WHAT YOU ARE ASKED TO DO> Reproduce every line of the material below exactly. No pictures belong in the copy.

DATASET RECORDS>
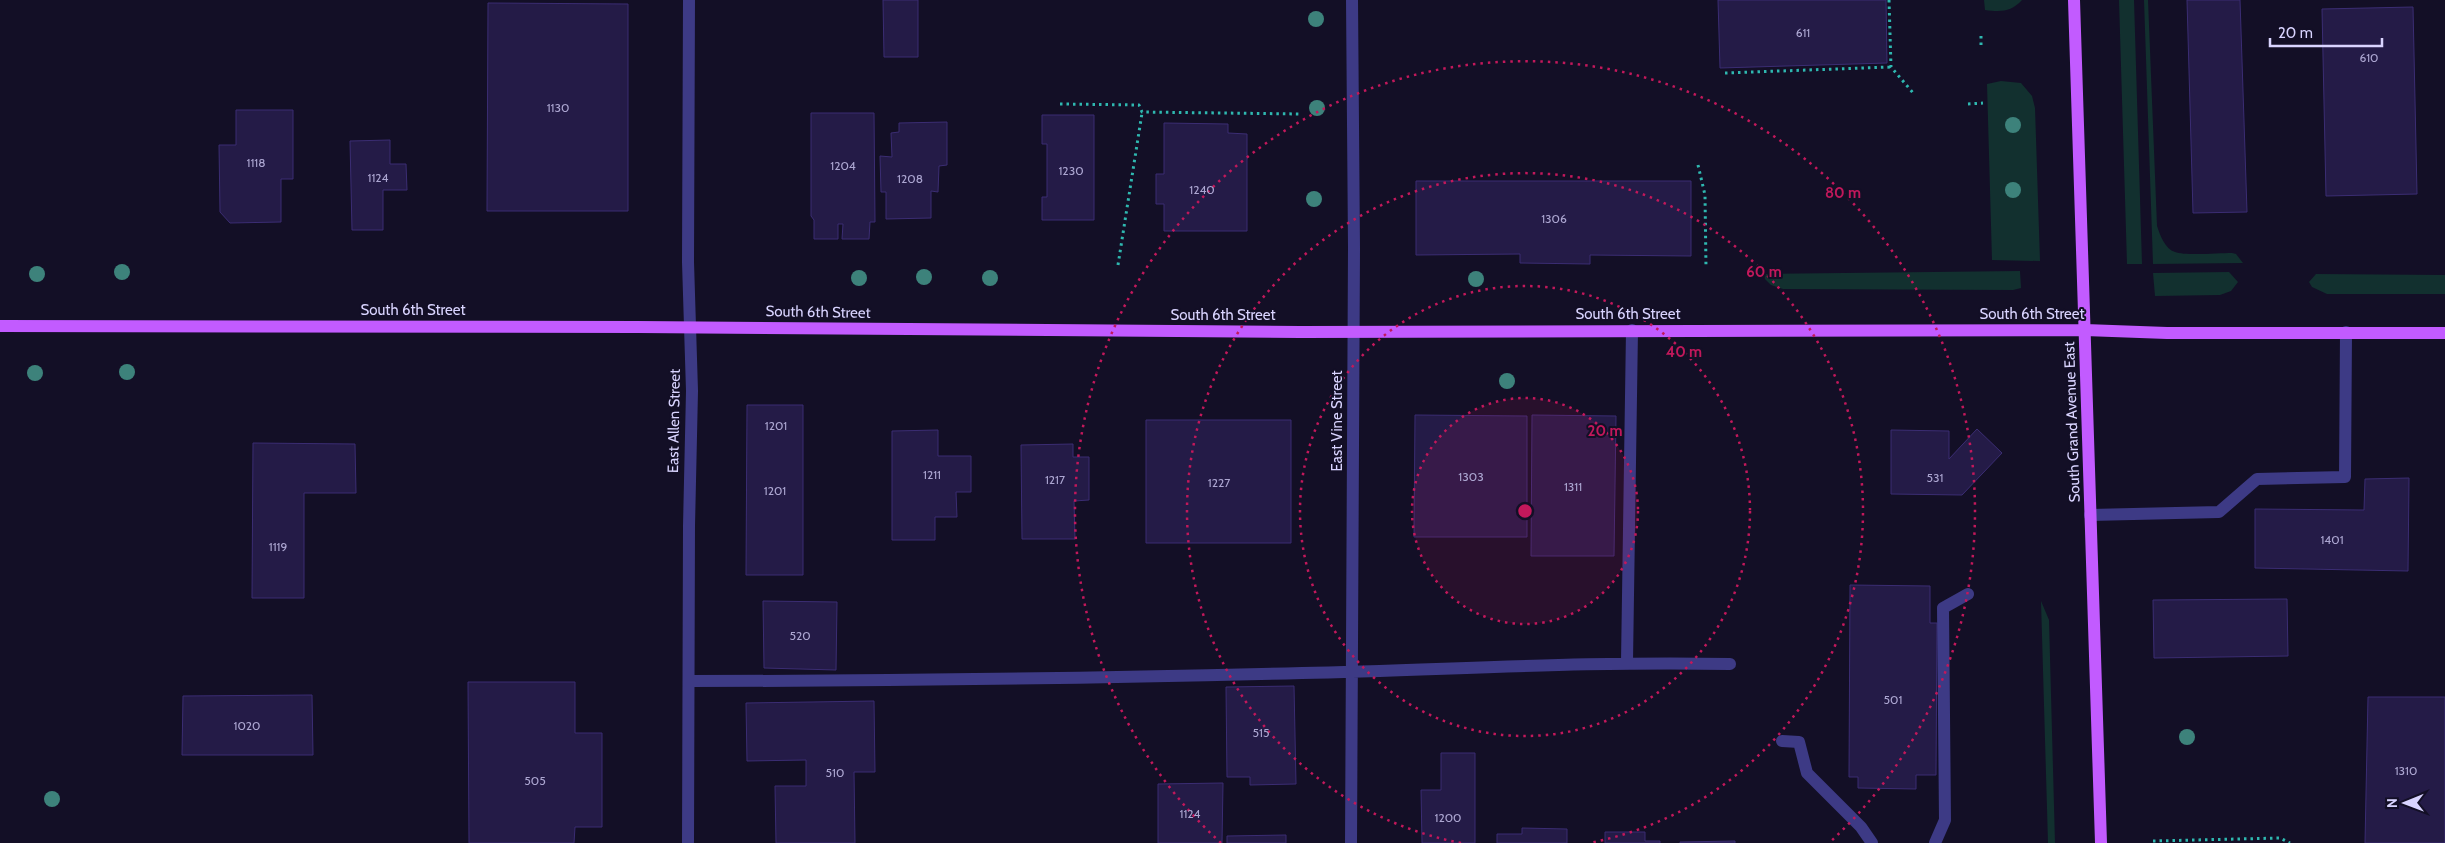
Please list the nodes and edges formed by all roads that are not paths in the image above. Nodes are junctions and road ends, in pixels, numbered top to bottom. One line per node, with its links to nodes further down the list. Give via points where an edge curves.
1 (688, 0): 5 (street, East Allen Street)
2 (1352, 0): 8 (street, East Vine Street)
3 (2074, 0): 7 (main road, South Grand Avenue East)
4 (0, 326): 5 (main road, South 6th Street)
5 (690, 327): 8 (main road, South 6th Street); 16 (street, East Allen Street)
6 (1632, 330): 7 (main road, South 6th Street); 8 (main road, South 6th Street); 13 (street)
7 (2085, 330): 9 (main road, South 6th Street); 11 (main road, South Grand Avenue East)
8 (1353, 331): 15 (street, East Vine Street)
9 (2346, 332): 10 (main road, South 6th Street); 11 (street, via 2345,477 2257,479 2219,512)
10 (2445, 333)
11 (2090, 515): 22 (main road, South Grand Avenue East)
12 (1968, 594): 21 (street, via 1943,608 1945,820)
13 (1627, 662): 14 (street); 15 (street)
14 (1730, 664)
15 (1352, 672): 16 (street); 19 (street, East Vine Street)
16 (690, 682): 18 (street, East Allen Street)
17 (1782, 742): 20 (street, via 1799,742 1807,773 1861,827)
18 (688, 843)
19 (1351, 843)
20 (1872, 843)
21 (1935, 843)
22 (2101, 843)

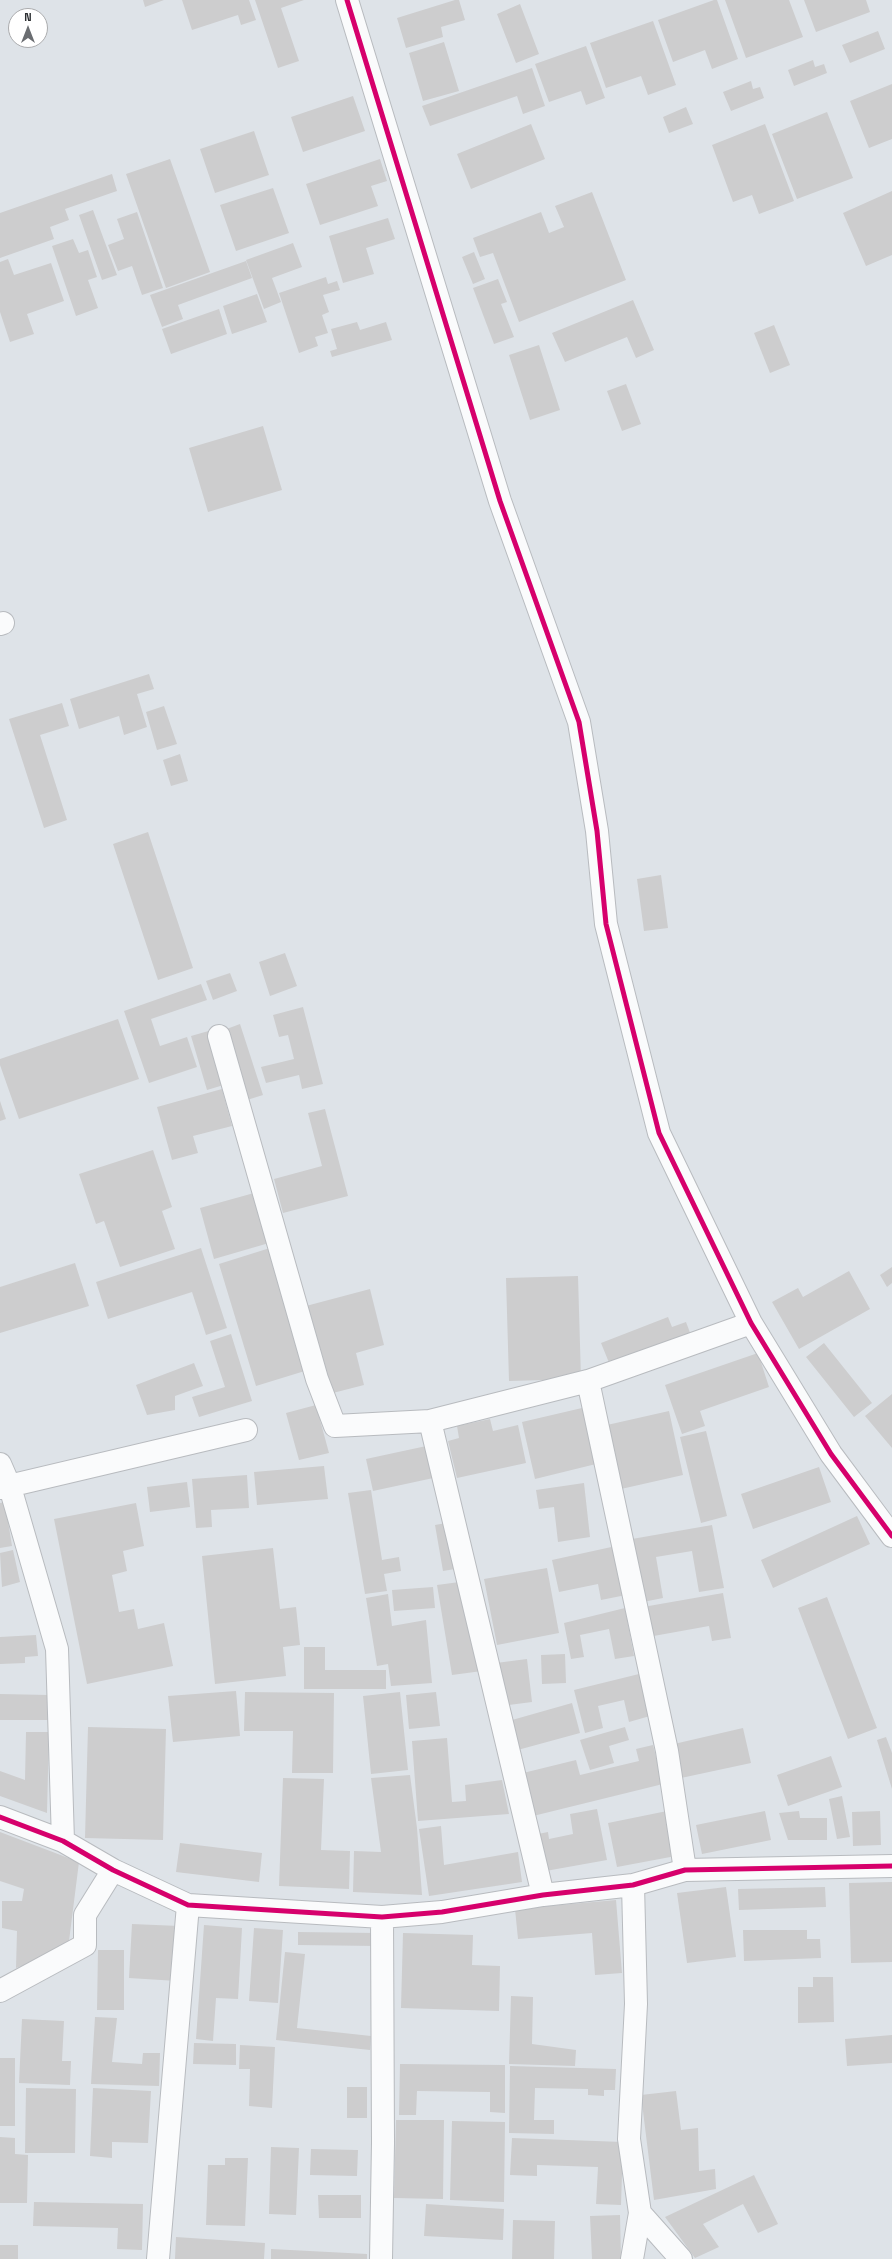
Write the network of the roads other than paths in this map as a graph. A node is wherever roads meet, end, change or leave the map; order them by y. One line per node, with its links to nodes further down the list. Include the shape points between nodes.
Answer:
1 (347, 0): 3 (street, via 500,501 579,722 597,831 606,924 659,1133)
2 (219, 1036): 5 (street, via 317,1379 335,1426)
3 (751, 1323): 4 (street); 9 (street, via 831,1454)
4 (588, 1381): 5 (street); 14 (street, via 667,1751)
5 (430, 1421): 16 (street)
6 (246, 1430): 8 (street)
7 (0, 1464): 8 (street)
8 (5, 1488): 11 (street, via 57,1649)
9 (892, 1536)
10 (0, 1817): 11 (street)
11 (63, 1841): 13 (street)
12 (892, 1866): 14 (street)
13 (113, 1870): 17 (street); 19 (street, via 85,1915 85,1945)
14 (685, 1870): 15 (street)
15 (633, 1885): 16 (street); 20 (street, via 636,2004 629,2139)
16 (543, 1895): 18 (street, via 442,1912)
17 (188, 1905): 18 (street); 21 (street)
18 (382, 1917): 22 (street)
19 (0, 1991)
20 (640, 2213): 23 (street); 24 (street)
21 (158, 2259)
22 (381, 2259)
23 (632, 2259)
24 (681, 2259)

RESPONSE FOR THIS EXERCISE>
Please list the nodes and edges formed by all roads that are not paths in the image above. Nodes are junctions and road ends, in pixels, numbered top to bottom. One line per node, with its links to nodes further down the list. Give via points where an edge curves.
1 (688, 0): 5 (street, East Allen Street)
2 (1352, 0): 8 (street, East Vine Street)
3 (2074, 0): 7 (main road, South Grand Avenue East)
4 (0, 326): 5 (main road, South 6th Street)
5 (690, 327): 8 (main road, South 6th Street); 16 (street, East Allen Street)
6 (1632, 330): 7 (main road, South 6th Street); 8 (main road, South 6th Street); 13 (street)
7 (2085, 330): 9 (main road, South 6th Street); 11 (main road, South Grand Avenue East)
8 (1353, 331): 15 (street, East Vine Street)
9 (2346, 332): 10 (main road, South 6th Street); 11 (street, via 2345,477 2257,479 2219,512)
10 (2445, 333)
11 (2090, 515): 22 (main road, South Grand Avenue East)
12 (1968, 594): 21 (street, via 1943,608 1945,820)
13 (1627, 662): 14 (street); 15 (street)
14 (1730, 664)
15 (1352, 672): 16 (street); 19 (street, East Vine Street)
16 (690, 682): 18 (street, East Allen Street)
17 (1782, 742): 20 (street, via 1799,742 1807,773 1861,827)
18 (688, 843)
19 (1351, 843)
20 (1872, 843)
21 (1935, 843)
22 (2101, 843)

Write the network of the roads other than paths in this map as a graph. A node is wherever roads meet, end, change or leave the map; order them by y. One line per node, with its links to nodes further down the list. Include the shape points between nodes.
Answer:
1 (347, 0): 3 (street, via 500,501 579,722 597,831 606,924 659,1133)
2 (219, 1036): 5 (street, via 317,1379 335,1426)
3 (751, 1323): 4 (street); 9 (street, via 831,1454)
4 (588, 1381): 5 (street); 14 (street, via 667,1751)
5 (430, 1421): 16 (street)
6 (246, 1430): 8 (street)
7 (0, 1464): 8 (street)
8 (5, 1488): 11 (street, via 57,1649)
9 (892, 1536)
10 (0, 1817): 11 (street)
11 (63, 1841): 13 (street)
12 (892, 1866): 14 (street)
13 (113, 1870): 17 (street); 19 (street, via 85,1915 85,1945)
14 (685, 1870): 15 (street)
15 (633, 1885): 16 (street); 20 (street, via 636,2004 629,2139)
16 (543, 1895): 18 (street, via 442,1912)
17 (188, 1905): 18 (street); 21 (street)
18 (382, 1917): 22 (street)
19 (0, 1991)
20 (640, 2213): 23 (street); 24 (street)
21 (158, 2259)
22 (381, 2259)
23 (632, 2259)
24 (681, 2259)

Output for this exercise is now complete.